I paesi coinvolti in questi conflitti rappresentano il dieci percento del valore dell’export italiano e oltre il quaranta percento delle importazioni di energia. L’incremento delle spese per la difesa, richiesto dalla nuova politica della NATO, potrebbe limitare gli investimenti pubblici, minando la capacità di reazione della politica fiscale ai cicli economici. Le complesse relazioni transatlantiche espongono l’economia europea a significativi rischi, la cui portata sarà chiarita dall’esito delle trattative sui dazi.
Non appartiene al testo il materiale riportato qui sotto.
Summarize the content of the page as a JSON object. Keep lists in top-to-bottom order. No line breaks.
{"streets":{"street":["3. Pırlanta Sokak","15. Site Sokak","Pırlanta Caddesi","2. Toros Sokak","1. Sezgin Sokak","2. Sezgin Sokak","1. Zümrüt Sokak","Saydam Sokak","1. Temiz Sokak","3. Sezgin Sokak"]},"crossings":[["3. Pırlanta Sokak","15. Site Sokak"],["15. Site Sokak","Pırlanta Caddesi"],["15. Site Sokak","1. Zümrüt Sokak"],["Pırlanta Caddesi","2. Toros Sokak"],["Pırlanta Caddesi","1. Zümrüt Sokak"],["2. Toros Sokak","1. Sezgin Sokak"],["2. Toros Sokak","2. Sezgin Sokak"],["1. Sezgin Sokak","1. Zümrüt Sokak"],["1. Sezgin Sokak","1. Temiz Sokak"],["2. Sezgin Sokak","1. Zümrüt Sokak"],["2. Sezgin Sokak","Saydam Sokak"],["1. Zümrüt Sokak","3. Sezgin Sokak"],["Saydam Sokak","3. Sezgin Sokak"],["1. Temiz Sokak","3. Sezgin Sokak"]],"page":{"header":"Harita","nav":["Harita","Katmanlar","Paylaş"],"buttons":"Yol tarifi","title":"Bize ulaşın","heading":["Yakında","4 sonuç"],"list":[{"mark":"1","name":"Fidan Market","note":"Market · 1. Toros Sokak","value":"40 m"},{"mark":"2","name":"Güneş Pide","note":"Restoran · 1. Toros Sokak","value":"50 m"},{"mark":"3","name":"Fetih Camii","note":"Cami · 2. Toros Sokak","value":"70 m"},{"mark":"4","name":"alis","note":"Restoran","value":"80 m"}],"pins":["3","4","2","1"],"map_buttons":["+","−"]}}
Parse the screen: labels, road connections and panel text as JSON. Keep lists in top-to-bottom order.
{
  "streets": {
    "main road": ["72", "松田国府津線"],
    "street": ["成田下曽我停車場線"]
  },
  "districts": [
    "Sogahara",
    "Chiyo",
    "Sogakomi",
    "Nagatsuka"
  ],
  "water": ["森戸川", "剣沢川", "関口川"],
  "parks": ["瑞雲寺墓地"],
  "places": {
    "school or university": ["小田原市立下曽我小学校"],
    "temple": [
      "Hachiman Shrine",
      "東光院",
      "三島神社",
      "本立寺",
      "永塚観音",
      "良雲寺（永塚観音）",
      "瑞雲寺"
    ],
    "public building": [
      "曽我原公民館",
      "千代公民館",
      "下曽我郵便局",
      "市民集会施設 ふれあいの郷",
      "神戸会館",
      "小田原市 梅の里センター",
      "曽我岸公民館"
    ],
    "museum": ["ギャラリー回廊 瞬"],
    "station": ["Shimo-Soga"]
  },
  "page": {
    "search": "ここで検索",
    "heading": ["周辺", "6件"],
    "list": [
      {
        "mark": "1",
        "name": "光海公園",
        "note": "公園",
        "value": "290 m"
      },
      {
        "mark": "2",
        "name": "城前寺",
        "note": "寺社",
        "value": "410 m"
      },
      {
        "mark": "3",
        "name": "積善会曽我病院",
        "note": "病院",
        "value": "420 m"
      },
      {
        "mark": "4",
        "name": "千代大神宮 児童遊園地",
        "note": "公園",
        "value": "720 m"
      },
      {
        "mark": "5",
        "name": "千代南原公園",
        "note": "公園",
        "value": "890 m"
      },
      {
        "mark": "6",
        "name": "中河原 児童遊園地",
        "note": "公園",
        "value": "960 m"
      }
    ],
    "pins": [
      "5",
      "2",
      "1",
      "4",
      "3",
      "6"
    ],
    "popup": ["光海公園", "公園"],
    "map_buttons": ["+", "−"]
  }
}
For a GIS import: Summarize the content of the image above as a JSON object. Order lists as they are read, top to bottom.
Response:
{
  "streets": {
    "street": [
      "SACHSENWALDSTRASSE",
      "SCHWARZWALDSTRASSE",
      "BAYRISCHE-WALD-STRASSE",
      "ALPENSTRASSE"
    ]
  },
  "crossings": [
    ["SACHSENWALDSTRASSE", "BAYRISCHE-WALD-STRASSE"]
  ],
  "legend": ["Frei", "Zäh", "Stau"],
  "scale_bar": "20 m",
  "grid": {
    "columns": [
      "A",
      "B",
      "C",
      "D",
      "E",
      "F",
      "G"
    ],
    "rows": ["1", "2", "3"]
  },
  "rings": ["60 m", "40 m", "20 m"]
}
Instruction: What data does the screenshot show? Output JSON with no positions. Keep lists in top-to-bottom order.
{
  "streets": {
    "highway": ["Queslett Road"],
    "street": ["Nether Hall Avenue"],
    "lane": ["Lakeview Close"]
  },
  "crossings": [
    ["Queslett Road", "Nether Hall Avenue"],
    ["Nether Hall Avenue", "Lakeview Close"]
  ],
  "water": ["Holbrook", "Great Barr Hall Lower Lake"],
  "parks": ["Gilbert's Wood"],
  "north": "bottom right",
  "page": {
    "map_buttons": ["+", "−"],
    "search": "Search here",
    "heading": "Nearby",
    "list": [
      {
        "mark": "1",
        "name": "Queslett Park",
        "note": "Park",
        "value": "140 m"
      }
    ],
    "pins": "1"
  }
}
Il panorama internazionale turbolento si riflette in una diminuzione della fiducia nelle imprese manifatturiere europee, un trend negativo scatenato dall’annuncio dei dazi ad aprile da parte della presidenza degli USA. In Italia, l’incertezza influisce anche sui consumatori e sulla spesa delle famiglie italiane, che si prevede cresca dell’1,0% quest’anno, ma che nel primo trimestre del 2025 si è fermata a un incremento dello 0,6%, mentre nei primi quattro mesi del 2025 le vendite al dettaglio hanno registrato un calo dell’1,2% su base annua, peggiorando rispetto alla stagnazione (-0,4%) del 2024.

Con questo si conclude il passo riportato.